Vamos a explorar esas conexiones:

Hábitos.
Adquirir desde jóvenes tales o cuales hábitos no tiene poca importancia: tiene una importancia absoluta.(Aristóteles)

Empecemos por estos. A medida que vas avanzando aparecen nuevos hábitos, pero algunos hay que adquirirlos desde que empiezan a jugar y sirven hasta el último día: puntualidad, importancia de los estiramientos y la prevención de lesiones, concentración, respeto y atención a lo que dice el entrenador, esfuerzo y exigencia en los entrenos, buena gestión de las emociones en el tema arbitral, educación en la victoria y en la derrota…. Y no olvidemos lo comentado en anteriores artículos en lo relacionado con los valores y el concepto de EQUIPO. En esa fase inicial, todo esto se puede asentar y formar una base muy sólida.
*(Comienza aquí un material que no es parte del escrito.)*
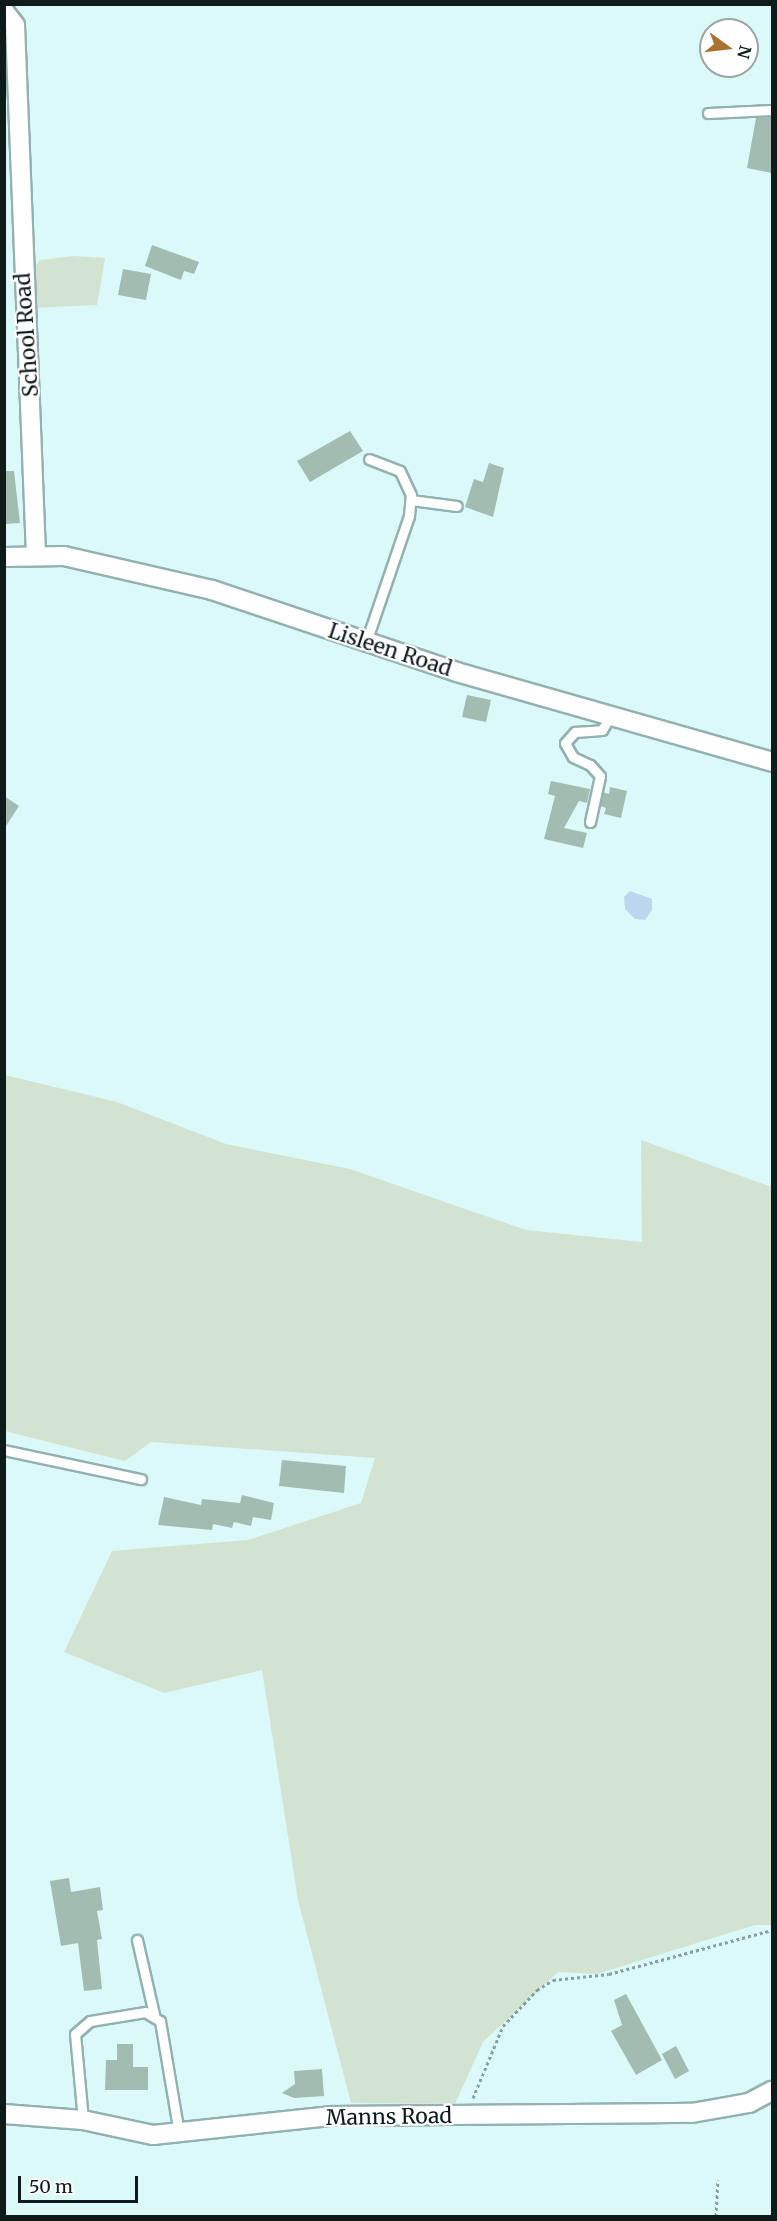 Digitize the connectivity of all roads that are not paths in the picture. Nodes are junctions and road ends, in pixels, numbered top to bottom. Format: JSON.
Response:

De la misma forma, el mantenimiento de esos hábitos será de gran ayuda para futuras etapas. Luego está el efecto “contagio” al inicio de cada temporada, si los buenos hábitos son dominantes en un grupo, este se convierte en EQUIPO, y si por el contario, un equipo se forma con demasiados jugadores con malos hábitos, esos se expanden rápido y se convierte en un GRUPO.

Competir y aprender
Aprender es como remar contra corriente: en cuanto se deja, se retrocede.
( Edward Benjamin Britten)

Competir forma parte (fundamental) del aprendizaje, es como el agua que necesita el barco para navegar. No sirve querer aprender a navegar sin meterse en el agua!
El tema es: con lo que tengo en cada momento, voy a competir al máximo, y voy a seguir aprendiendo cosas para poder competir más y mejor cada día. Este principio básico es valido en cualquier momento. Es igual de importante que un chaval mini tenga espíritu competitivo que un jugador de 30 años quiera seguir aprendiendo, porque si dejo de aprender, dejaré de sumar recursos para poder competir mejor.

El problema surge si competir se confunde con “hacer lo necesario para ganar”. Muchos hemos visto, por ejemplo en campeonatos de España de selecciones mini, o en simples partidos “importantes” inventar “lesiones” para que los buenos puedan jugar más minutos y “los malos” no jueguen. Esto, no es competir, esto es desaprender y debería ser inaceptable y como decía Núñez: “motiu de cesse!”

Así, lo importante debería ser preguntarnos el POR QUÉ en lugar de QUÉ o COMO hacemos. Por ejemplo, puedo hacer zona en cadete , pero por qué lo hago? Para que el otro equipo falle tiros o para que mis jugadores aprendan ataque y defensa de zona. O… puedo jugar bloqueos directos en infantil… para que “el bueno” saque muchas ventajas y pueda ganar el partido o para que aprendan a jugar el bloqueo directo. Más adelante profundizaremos sobre esos aspectos.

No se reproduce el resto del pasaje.